PC Engines APU2 1Gbit traffic not achievable

Started by Ricardo, July 27, 2018, 12:24:54 PM

Previous topic - Next topic
Hi, I have been following this thread and other related forums re: achieving 1GBit via PPPoE with PCEngines' APU2. net.isr.dispatch = "deferred" yielded only a small speed improvement - from 400Mbps to 450Mbps. Using the ISP-provided DIR-842, I can hit up to 800+Mbps. I am on the latest OPNsense with the stock kernel. PFSense on the same APU2 and net.isr.dispatch = "deferred" yielded 520-550Mbps.

I have an APU2 board with OPNsense as well. My board only achieves about 120 MBit/s per NIC in iPerf  >:(
I posted the problem here: https://forum.opnsense.org/index.php?topic=11228.0

Hi,
I've just found this blog entry: https://teklager.se/en/knowledge-base/apu2-1-gigabit-throughput-pfsense/
So the APU2 series should be able to achieve 1 gbit with pfsense.  ::)

best regards
Dirk

February 25, 2019, 09:55:15 AM #78 Last Edit: February 25, 2019, 09:57:57 AM by Ricardo
Quote from: monstermania on February 25, 2019, 09:52:57 AM
Hi,
I've just found this blog entry: https://teklager.se/en/knowledge-base/apu2-1-gigabit-throughput-pfsense/
So the APU2 series should be able to achieve 1 gbit with pfsense.  ::)

best regards
Dirk

IF(!!!) the wan type is NOT pppoe! That fact is not revealed in that blog. Can cause giant speed decrease, thanks to Freebsd pppoe handling defect.
I can only achieve 160-200 mbit, and that is fluctuating heavily between test runs.
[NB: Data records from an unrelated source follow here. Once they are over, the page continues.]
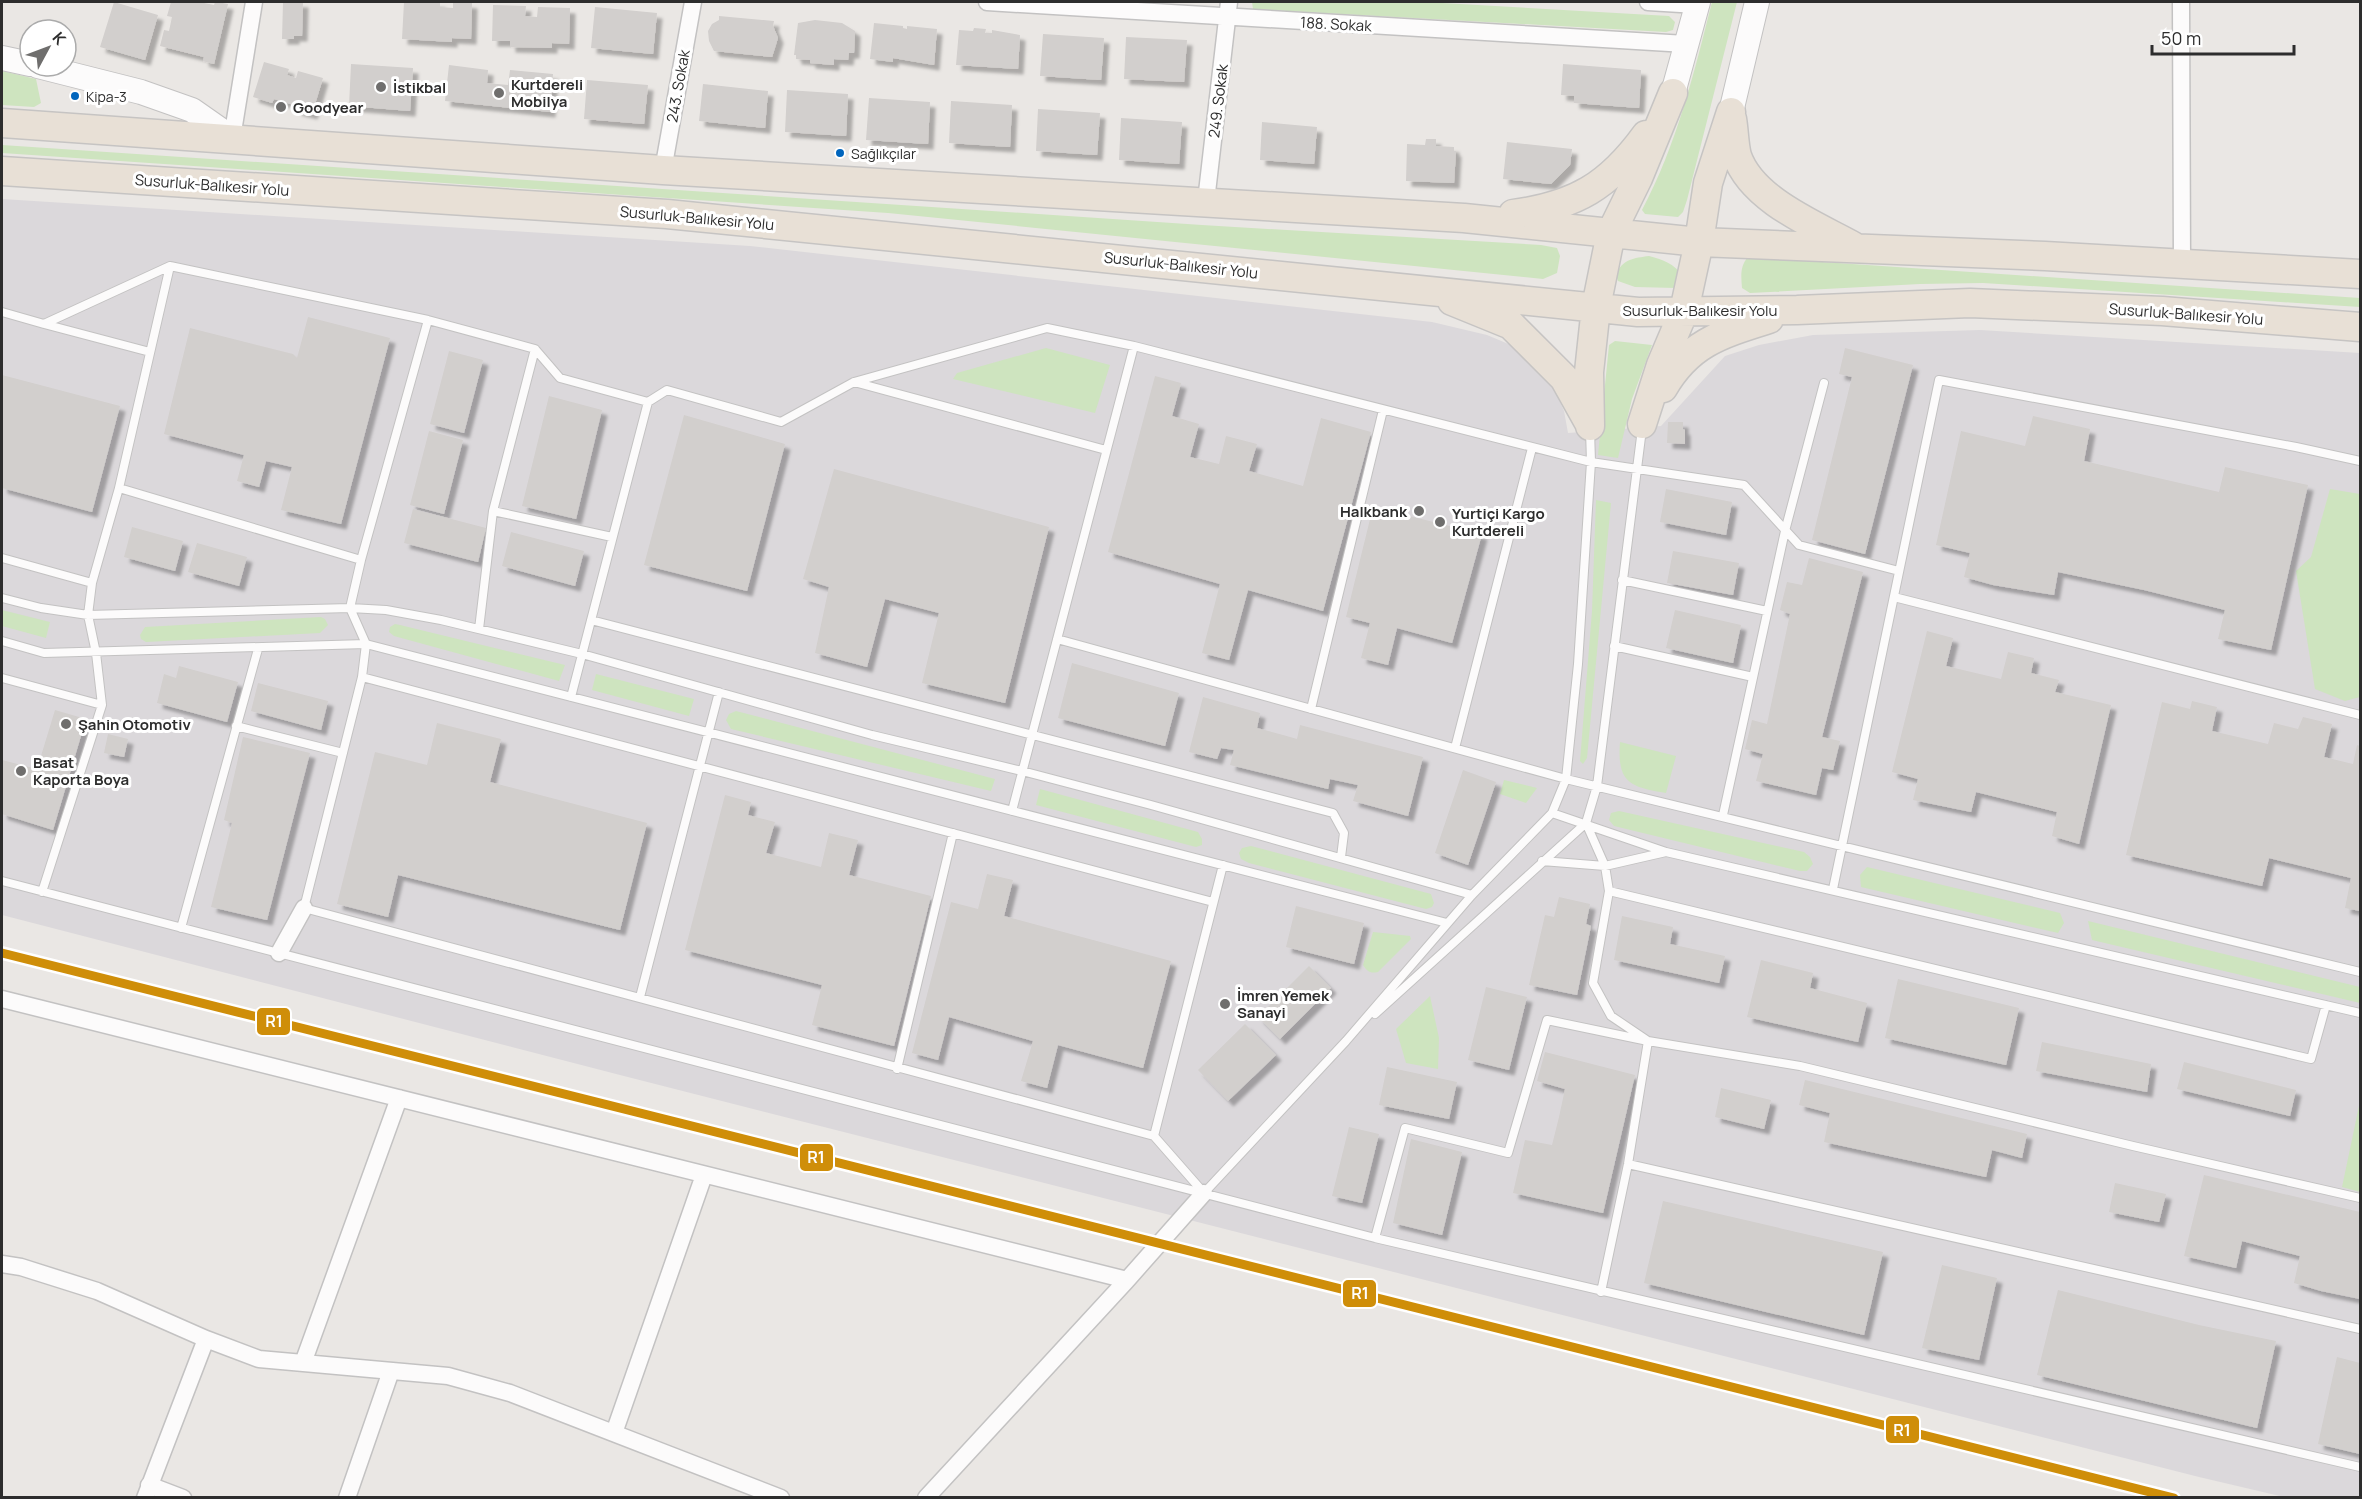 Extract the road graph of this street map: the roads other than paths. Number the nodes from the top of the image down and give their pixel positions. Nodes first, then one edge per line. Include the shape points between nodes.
1 (254, 2) edge
2 (693, 2) edge
3 (987, 2) edge
4 (1648, 2) edge
5 (1757, 2) edge
6 (2181, 2) edge
7 (1697, 3) edge
8 (1229, 9) edge
9 (1686, 44) junction
10 (2, 58) edge
11 (18, 61) edge
12 (78, 76) edge
13 (1673, 93) junction
14 (1731, 112) junction
15 (2, 123) edge
16 (232, 138) junction
17 (663, 170) junction
18 (2, 171) edge
19 (1206, 201) junction
20 (1464, 218) junction
21 (1611, 233) junction
22 (1699, 242) junction
23 (1860, 250) junction
24 (2182, 264) junction
25 (170, 266) junction
26 (2361, 274) edge
27 (1424, 289) junction
28 (1596, 307) junction
29 (1797, 310) junction
30 (1684, 311) junction
31 (2, 312) edge
32 (428, 320) junction
33 (44, 324) junction
34 (2361, 327) edge
35 (1134, 346) junction
36 (535, 349) junction
37 (150, 352) junction
38 (854, 382) junction
39 (1824, 383) dead end
40 (648, 402) junction
41 (1383, 410) junction
42 (1642, 424) junction
43 (1590, 426) junction
44 (1532, 447) junction
45 (1106, 450) junction
46 (2361, 461) edge
47 (1591, 462) junction
48 (1637, 470) junction
49 (118, 488) junction
50 (493, 511) junction
51 (1785, 531) junction
52 (612, 537) junction
53 (2, 558) edge
54 (361, 560) junction
55 (1899, 571) junction
56 (1622, 580) junction
57 (92, 583) junction
58 (1894, 597) junction
59 (2, 598) edge
60 (350, 608) junction
61 (1767, 611) junction
62 (88, 615) junction
63 (591, 620) junction
64 (479, 629) junction
65 (1057, 639) junction
66 (2, 641) edge
67 (366, 644) junction
68 (1614, 646) junction
69 (258, 649) junction
70 (96, 653) junction
71 (582, 654) junction
72 (362, 677) junction
73 (1753, 677) junction
74 (2, 678) edge
75 (719, 692) junction
76 (571, 697) junction
77 (102, 705) junction
78 (1311, 709) junction
79 (2361, 715) edge
80 (236, 726) junction
81 (708, 732) junction
82 (1031, 735) junction
83 (1455, 748) junction
84 (343, 753) junction
85 (700, 766) junction
86 (1022, 771) junction
87 (1566, 779) junction
88 (1597, 786) junction
89 (1012, 811) junction
90 (1552, 813) junction
91 (1723, 815) junction
92 (1586, 823) junction
93 (953, 833) junction
94 (1842, 847) junction
95 (1666, 852) junction
96 (1341, 857) junction
97 (1542, 861) junction
98 (1223, 865) junction
99 (1605, 866) junction
100 (2, 881) edge
101 (1833, 889) junction
102 (1609, 891) junction
103 (42, 892) junction
104 (1472, 895) junction
105 (1213, 902) junction
106 (304, 908) junction
107 (1448, 923) junction
108 (182, 928) junction
109 (279, 953) junction
110 (2361, 972) edge
111 (640, 997) junction
112 (2, 999) edge
113 (2326, 1005) junction
114 (2361, 1013) edge
115 (1346, 1041) junction
116 (1648, 1041) junction
117 (897, 1069) junction
118 (399, 1098) junction
119 (1154, 1136) junction
120 (1629, 1164) junction
121 (704, 1175) junction
122 (1204, 1193) junction
123 (2361, 1198) edge
124 (1375, 1238) junction
125 (2, 1264) edge
126 (1127, 1280) junction
127 (1601, 1292) junction
128 (2361, 1329) edge
129 (206, 1339) junction
130 (303, 1363) junction
131 (391, 1371) junction
132 (614, 1433) junction
133 (2361, 1467) edge
134 (147, 1491) edge
135 (183, 1497) edge
136 (347, 1497) edge
137 (781, 1497) edge
138 (926, 1497) edge

1 - 16 street
2 - 17 street, 243. Sokak
3 - 8 street, 188. Sokak
4 - 7 street
5 - 14 main road
6 - 24 street
7 - 9 main road
8 - 9 street, 188. Sokak
8 - 19 street, 249. Sokak
9 - 13 main road
10 - 11 main road
12 - 16 main road via 192,110
13 - 20 highway via 1635,149 1599,185 1577,199 1539,211
13 - 21 highway
14 - 22 highway via 1708,183
14 - 23 highway via 1737,156 1754,182 1776,204
15 - 16 highway
16 - 17 highway
17 - 19 highway
18 - 27 highway, Susurluk-Balıkesir Yolu via 667,214
19 - 20 highway
20 - 21 highway
21 - 22 highway
21 - 28 highway
22 - 23 highway
22 - 30 highway
23 - 24 highway
24 - 26 highway
25 - 32 lane
25 - 33 lane
25 - 37 lane
27 - 28 highway, Susurluk-Balıkesir Yolu
27 - 43 highway via 1511,325 1564,378
28 - 30 highway, Susurluk-Balıkesir Yolu via 1638,312
28 - 43 highway via 1589,372
29 - 30 highway, Susurluk-Balıkesir Yolu
29 - 34 highway, Susurluk-Balıkesir Yolu via 1970,303 2162,311
29 - 42 highway via 1721,334 1685,358
30 - 42 highway
31 - 33 lane
32 - 36 lane
32 - 54 lane
33 - 37 lane
35 - 38 lane via 1047,328
35 - 41 lane
35 - 45 lane
36 - 40 lane via 560,378
36 - 50 lane
37 - 49 lane
38 - 40 lane via 781,422 667,390
38 - 45 lane
39 - 51 lane
40 - 52 lane
41 - 44 lane
41 - 78 lane
42 - 48 lane
43 - 47 lane
44 - 47 lane
44 - 83 lane
45 - 65 lane
46 - 55 lane via 1939,380
47 - 48 lane
47 - 87 lane
48 - 51 lane via 1744,485
48 - 56 lane
49 - 54 lane
49 - 57 lane
50 - 52 lane
50 - 64 lane
51 - 55 lane via 1799,545
51 - 61 lane
52 - 63 lane
53 - 57 lane
54 - 60 lane
55 - 58 lane
56 - 61 lane
56 - 68 lane
57 - 62 lane
58 - 79 lane
58 - 94 lane
59 - 62 lane
60 - 62 lane
60 - 64 lane via 386,610
60 - 67 lane
61 - 73 lane
62 - 70 lane
63 - 71 lane
63 - 82 lane
64 - 71 lane
65 - 78 lane
65 - 82 lane
66 - 70 lane via 44,653
67 - 69 lane
67 - 72 lane
67 - 76 lane
68 - 73 lane
68 - 88 lane
69 - 70 lane
69 - 80 lane
70 - 77 lane
71 - 75 lane
71 - 76 lane
72 - 84 lane
72 - 85 lane
73 - 91 lane
74 - 77 lane
75 - 81 lane
75 - 86 lane via 872,735
76 - 81 lane
77 - 103 lane
78 - 83 lane
80 - 84 lane
80 - 108 lane
81 - 85 lane
81 - 89 lane
82 - 86 lane
82 - 96 lane via 1333,813 1344,833
83 - 87 lane
84 - 106 lane
85 - 93 lane
85 - 111 lane
86 - 89 lane
86 - 96 lane
87 - 88 lane
87 - 90 lane
88 - 91 lane
88 - 92 lane
89 - 98 lane
90 - 92 lane
90 - 104 lane
91 - 94 lane
92 - 95 lane
92 - 97 lane
92 - 99 lane
93 - 105 lane
93 - 117 lane
94 - 101 lane
94 - 110 lane
95 - 99 lane
95 - 101 lane
96 - 104 lane
97 - 99 lane
97 - 115 lane
98 - 105 lane
98 - 107 lane
99 - 102 lane
100 - 103 lane
101 - 113 lane
102 - 113 lane via 2311,1059
102 - 116 lane via 1593,982 1611,1016
103 - 108 lane
104 - 107 lane
105 - 119 lane
106 - 109 street
106 - 111 lane
107 - 115 lane
108 - 109 lane
109 - 122 lane
111 - 117 lane
112 - 118 street
113 - 114 lane
115 - 122 lane
116 - 120 lane
116 - 123 lane via 1800,1066
116 - 124 lane via 1546,1020 1508,1153 1404,1128
117 - 119 lane
118 - 121 street
118 - 130 street
119 - 122 lane
120 - 127 lane
120 - 128 lane
121 - 126 street
121 - 132 street
122 - 124 lane
122 - 126 street
124 - 127 lane
125 - 129 street via 97,1292
126 - 138 street
127 - 133 lane
129 - 130 street via 259,1359
129 - 134 street
130 - 131 street
131 - 132 street via 448,1376 510,1394
131 - 136 street
132 - 137 street
134 - 135 street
A cheap Asus RT-AC66U B1 can easily reach 800+ mbit on the very same modem/subscription.

December 18, 2019, 03:12:52 PM #79 Last Edit: December 19, 2019, 02:22:26 PM by pjdouillard
This topic didn't received much love since the last few months, but I can attest the issue is still present: OPNsense 19.7 on APU2 cannot reach 1Gbps from WAN to LAN with default setup on a single traffic flow.
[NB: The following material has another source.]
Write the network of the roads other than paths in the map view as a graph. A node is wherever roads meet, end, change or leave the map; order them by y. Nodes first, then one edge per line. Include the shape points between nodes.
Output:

So I dug around and found a few threads here and there about this, and finally found this topic to which I am replying.  I saw many did some tests, saw the proposed solution at TekLager, etc, but they don't really adress the single flow issue.

I've read about the mono-thread vs multi-thread behavior of the *BSD vs Linux, but single flow traffic will only use 1 thread anyway so I had to discard that too as a probable cause.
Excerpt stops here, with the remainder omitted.